Wow, what a great experience it was to play Cuscowilla for three days. Crenshaw & Coore's Talking Stick North in Scottsdale was a lesson in how to deal with a dead flat site. Their Cuscowilla is a lesson in how to build a minimalistic course on a beautiful, rolling site with some exciting forced carries (maybe a bit lengthy for many players!
) but great bunkering, excellent greens.
We played the middle tees at 6400 yds par 70, all I could handle!
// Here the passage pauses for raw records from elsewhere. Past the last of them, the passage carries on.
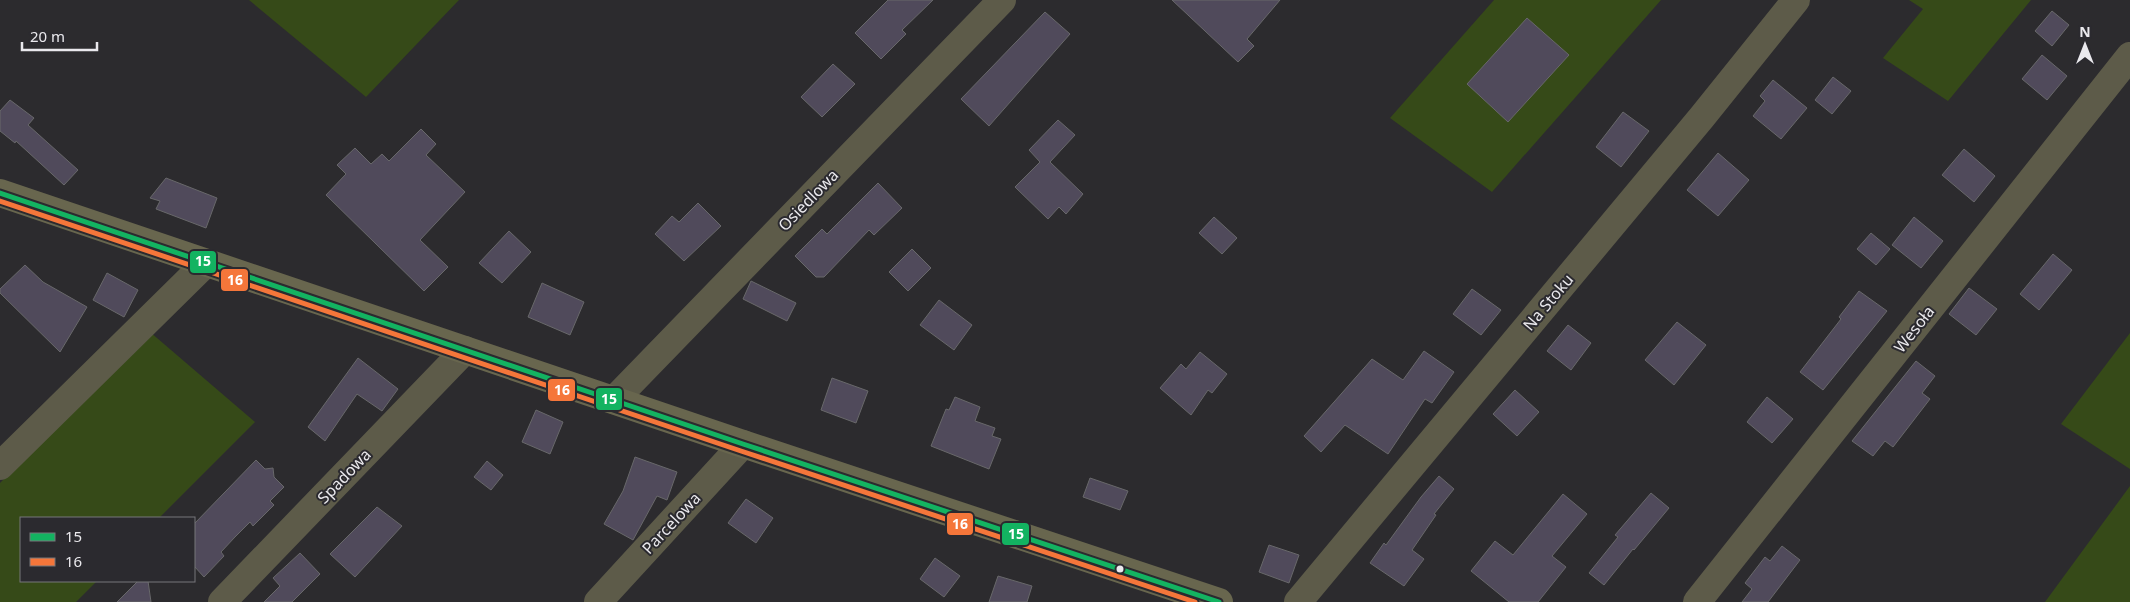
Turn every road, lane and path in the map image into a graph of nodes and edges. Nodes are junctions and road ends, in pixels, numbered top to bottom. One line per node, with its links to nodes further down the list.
1 (1002, 0): 7 (street, Osiedlowa)
2 (1796, 0): 13 (street, Na Stoku)
3 (2130, 56): 14 (street, Wesoła)
4 (0, 193): 5 (street)
5 (206, 262): 6 (street); 9 (street)
6 (465, 350): 7 (street); 10 (street, Spadowa)
7 (614, 400): 8 (street)
8 (744, 444): 11 (street, Parcelowa); 12 (street)
9 (0, 466)
10 (222, 602)
11 (598, 602)
12 (1219, 602)
13 (1298, 602)
14 (1697, 602)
The forced carries would have been well over 220 yards from the back tees.
The mix of holes is dramatic - two very strategic short par 4's (#5 and #12), a backbreaking par 5 (620 yd #14, the final 200 yards straight uphill and blind), six big par 4's (#6, #9, #10, #13, #15, #18, the last hole on each nine played as par 5's for a mixed tees par 72 course). The par 3's have great variety: #11 a short pitch over an inlet of Lake Oconee, #8 - 236 yards downhill that plays much shorter and plays sharply left to right.
The greens complexes throughout are large, quite varied (some bunkered tightly, some no bunkers at all), fast, with tight and firm approaches so that a great variety of short game shots can be played. As an example, on#4, a mid length cape hole, I was about 40 yards short left after a hooked tee shot. I was above the green which has a pronounced knob in the center of the green with the pin cut behind it. The fairway approach was so firm and cut so tightly that I dithered about how to hit this shot and finally putted! The ball broke down the slope, skirted the knob, and finished 8' right of the pin. It is so much fun to play shots like this and you don't have many such opportunities to play shots like these on most American courses.
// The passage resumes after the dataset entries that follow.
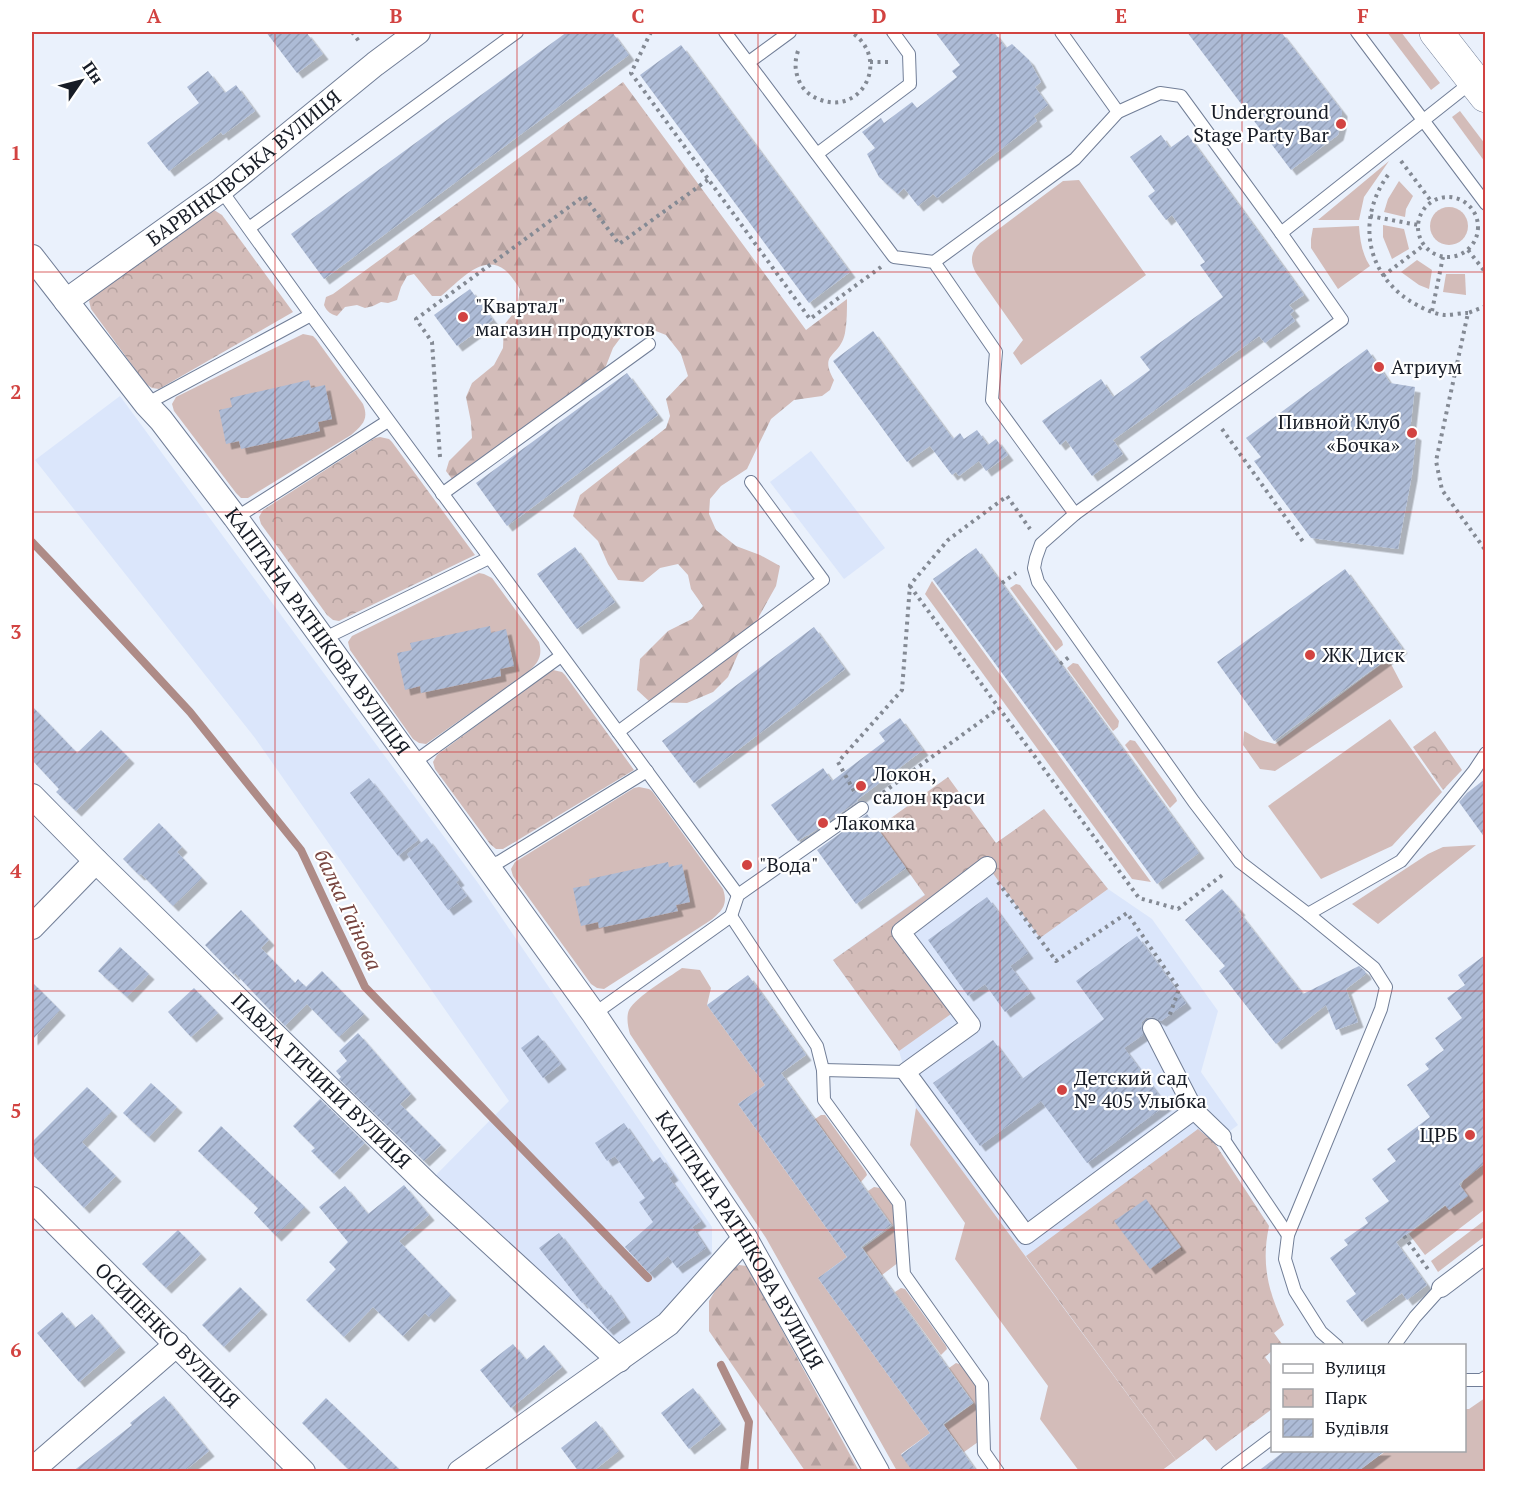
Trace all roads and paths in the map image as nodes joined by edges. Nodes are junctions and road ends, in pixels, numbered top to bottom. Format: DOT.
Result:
graph roads {
  1 [pos="417,32"];
  2 [pos="517,32"];
  3 [pos="651,32"];
  4 [pos="725,32"];
  5 [pos="789,32"];
  6 [pos="851,32"];
  7 [pos="893,32"];
  8 [pos="1061,32"];
  9 [pos="1357,32"];
  10 [pos="1437,32"];
  11 [pos="800,45"];
  12 [pos="749,62"];
  13 [pos="1480,88"];
  14 [pos="1118,112"];
  15 [pos="1424,121"];
  16 [pos="1391,147"];
  17 [pos="817,154"];
  18 [pos="1402,162"];
  19 [pos="708,179"];
  20 [pos="221,190"];
  21 [pos="1431,201"];
  22 [pos="1485,204"];
  23 [pos="1370,216"];
  24 [pos="1418,225"];
  25 [pos="249,228"];
  26 [pos="1281,233"];
  27 [pos="1424,246"];
  28 [pos="1468,250"];
  29 [pos="32,256"];
  30 [pos="894,257"];
  31 [pos="1443,257"];
  32 [pos="934,262"];
  33 [pos="1485,273"];
  34 [pos="1383,276"];
  35 [pos="66,301"];
  36 [pos="1485,306"];
  37 [pos="1432,311"];
  38 [pos="1468,313"];
  39 [pos="311,315"];
  40 [pos="649,344"];
  41 [pos="146,404"];
  42 [pos="1212,414"];
  43 [pos="388,421"];
  44 [pos="751,482"];
  45 [pos="442,494"];
  46 [pos="1075,514"];
  47 [pos="235,517"];
  48 [pos="1304,543"];
  49 [pos="1041,544"];
  50 [pos="1485,551"];
  51 [pos="489,558"];
  52 [pos="910,585"];
  53 [pos="323,639"];
  54 [pos="561,656"];
  55 [pos="999,708"];
  56 [pos="618,732"];
  57 [pos="1485,753"];
  58 [pos="413,763"];
  59 [pos="647,771"];
  60 [pos="32,796"];
  61 [pos="862,808"];
  62 [pos="96,861"];
  63 [pos="1240,862"];
  64 [pos="488,866"];
  65 [pos="987,866"];
  66 [pos="738,895"];
  67 [pos="1308,914"];
  68 [pos="731,916"];
  69 [pos="32,927"];
  70 [pos="594,1014"];
  71 [pos="1156,1036"];
  72 [pos="823,1070"];
  73 [pos="906,1072"];
  74 [pos="1194,1110"];
  75 [pos="1221,1137"];
  76 [pos="32,1199"];
  77 [pos="1288,1235"];
  78 [pos="1404,1236"];
  79 [pos="745,1238"];
  80 [pos="1485,1254"];
  81 [pos="1441,1288"];
  82 [pos="177,1344"];
  83 [pos="1335,1344"];
  84 [pos="1395,1344"];
  85 [pos="619,1360"];
  86 [pos="1485,1377"];
  87 [pos="1466,1380"];
  88 [pos="1271,1439"];
  89 [pos="32,1470"];
  90 [pos="303,1472"];
  91 [pos="460,1472"];
  92 [pos="877,1472"];
  93 [pos="998,1472"];
  94 [pos="1227,1472"];
  1 -- 20 [label="street, БАРВІНКІВСЬКА ВУЛИЦЯ"];
  2 -- 25 [label="lane"];
  3 -- 19 [label="path"];
  4 -- 12 [label="lane"];
  5 -- 12 [label="lane"];
  6 -- 11 [label="path"];
  7 -- 17 [label="lane"];
  8 -- 14 [label="lane"];
  9 -- 15 [label="lane"];
  10 -- 13 [label="main road"];
  12 -- 17 [label="lane"];
  13 -- 15 [label="lane"];
  14 -- 26 [label="lane"];
  14 -- 32 [label="lane"];
  15 -- 16 [label="lane"];
  15 -- 22 [label="lane"];
  16 -- 18 [label="path"];
  16 -- 26 [label="lane"];
  17 -- 30 [label="lane"];
  18 -- 21 [label="path"];
  18 -- 23 [label="path"];
  19 -- 30 [label="path"];
  19 -- 45 [label="path"];
  20 -- 25 [label="lane"];
  20 -- 35 [label="street, БАРВІНКІВСЬКА ВУЛИЦЯ"];
  21 -- 24 [label="path"];
  21 -- 28 [label="path"];
  23 -- 24 [label="path"];
  23 -- 34 [label="path"];
  24 -- 27 [label="path"];
  25 -- 39 [label="lane"];
  26 -- 42 [label="lane"];
  27 -- 31 [label="path"];
  27 -- 34 [label="path"];
  28 -- 31 [label="path"];
  28 -- 33 [label="path"];
  29 -- 35 [label="street, КАПІТАНА РАТНІКОВА ВУЛИЦЯ"];
  30 -- 32 [label="lane"];
  31 -- 37 [label="path"];
  32 -- 46 [label="lane"];
  34 -- 37 [label="path"];
  35 -- 41 [label="street, КАПІТАНА РАТНІКОВА ВУЛИЦЯ"];
  36 -- 38 [label="path"];
  37 -- 38 [label="path"];
  38 -- 50 [label="path"];
  39 -- 41 [label="lane"];
  39 -- 43 [label="lane"];
  40 -- 45 [label="lane"];
  41 -- 47 [label="street, КАПІТАНА РАТНІКОВА ВУЛИЦЯ"];
  42 -- 46 [label="lane"];
  42 -- 48 [label="path"];
  43 -- 45 [label="lane"];
  43 -- 47 [label="lane"];
  44 -- 56 [label="lane"];
  45 -- 51 [label="lane"];
  46 -- 49 [label="lane"];
  47 -- 53 [label="street, КАПІТАНА РАТНІКОВА ВУЛИЦЯ"];
  49 -- 52 [label="path"];
  49 -- 63 [label="lane"];
  51 -- 53 [label="lane"];
  51 -- 54 [label="lane"];
  52 -- 55 [label="path"];
  52 -- 61 [label="path"];
  53 -- 58 [label="street, КАПІТАНА РАТНІКОВА ВУЛИЦЯ"];
  54 -- 56 [label="lane"];
  54 -- 58 [label="lane"];
  55 -- 61 [label="path"];
  55 -- 63 [label="path"];
  56 -- 59 [label="lane"];
  57 -- 67 [label="lane"];
  58 -- 64 [label="street, КАПІТАНА РАТНІКОВА ВУЛИЦЯ"];
  59 -- 64 [label="lane"];
  59 -- 66 [label="lane"];
  60 -- 62 [label="street, ПАВЛА ТИЧИНИ ВУЛИЦЯ"];
  61 -- 66 [label="lane"];
  62 -- 69 [label="street"];
  62 -- 85 [label="street, ПАВЛА ТИЧИНИ ВУЛИЦЯ"];
  63 -- 67 [label="lane"];
  64 -- 70 [label="street, КАПІТАНА РАТНІКОВА ВУЛИЦЯ"];
  65 -- 71 [label="path"];
  65 -- 73 [label="street"];
  66 -- 68 [label="lane"];
  67 -- 77 [label="lane"];
  68 -- 70 [label="lane"];
  68 -- 72 [label="lane"];
  70 -- 79 [label="street, КАПІТАНА РАТНІКОВА ВУЛИЦЯ"];
  71 -- 74 [label="street"];
  72 -- 73 [label="lane"];
  72 -- 93 [label="lane"];
  73 -- 74 [label="street"];
  74 -- 75 [label="street"];
  75 -- 77 [label="lane"];
  76 -- 82 [label="street, ОСИПЕНКО ВУЛИЦЯ"];
  77 -- 83 [label="lane"];
  78 -- 81 [label="path"];
  79 -- 85 [label="street"];
  79 -- 92 [label="street, КАПІТАНА РАТНІКОВА ВУЛИЦЯ"];
  80 -- 81 [label="street"];
  81 -- 84 [label="lane"];
  82 -- 89 [label="street"];
  82 -- 90 [label="street, ОСИПЕНКО ВУЛИЦЯ"];
  85 -- 91 [label="street"];
  86 -- 87 [label="lane"];
  88 -- 94 [label="lane"];
}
The golf package there is a super bargain - $175 pp includes shared room in very nice 3-BR golf villas, breakfast, golf and caddy! The caddies were a mixed lot but a couple over three days were very good.
All in all I rate Cuscowilla a first class experience. There has been some discussion about a Southeast informal GCA event, and Cuscowilla would be a great host. Mike Young is building a new course in Madison GA, close by, which should be interesting. The other courses in the area, all at Reynolds Plantation, looked a lot more manufactured than Cuscowilla, which lays over that great terrain like a blanket, nothing built up and nothing that looks artificial in the slightest.
Tom Doak has designed a new course next door to Cuscowilla, The Harmony Club, which will be an extremely private club laid out on lake front terrain similar to Cuscowilla.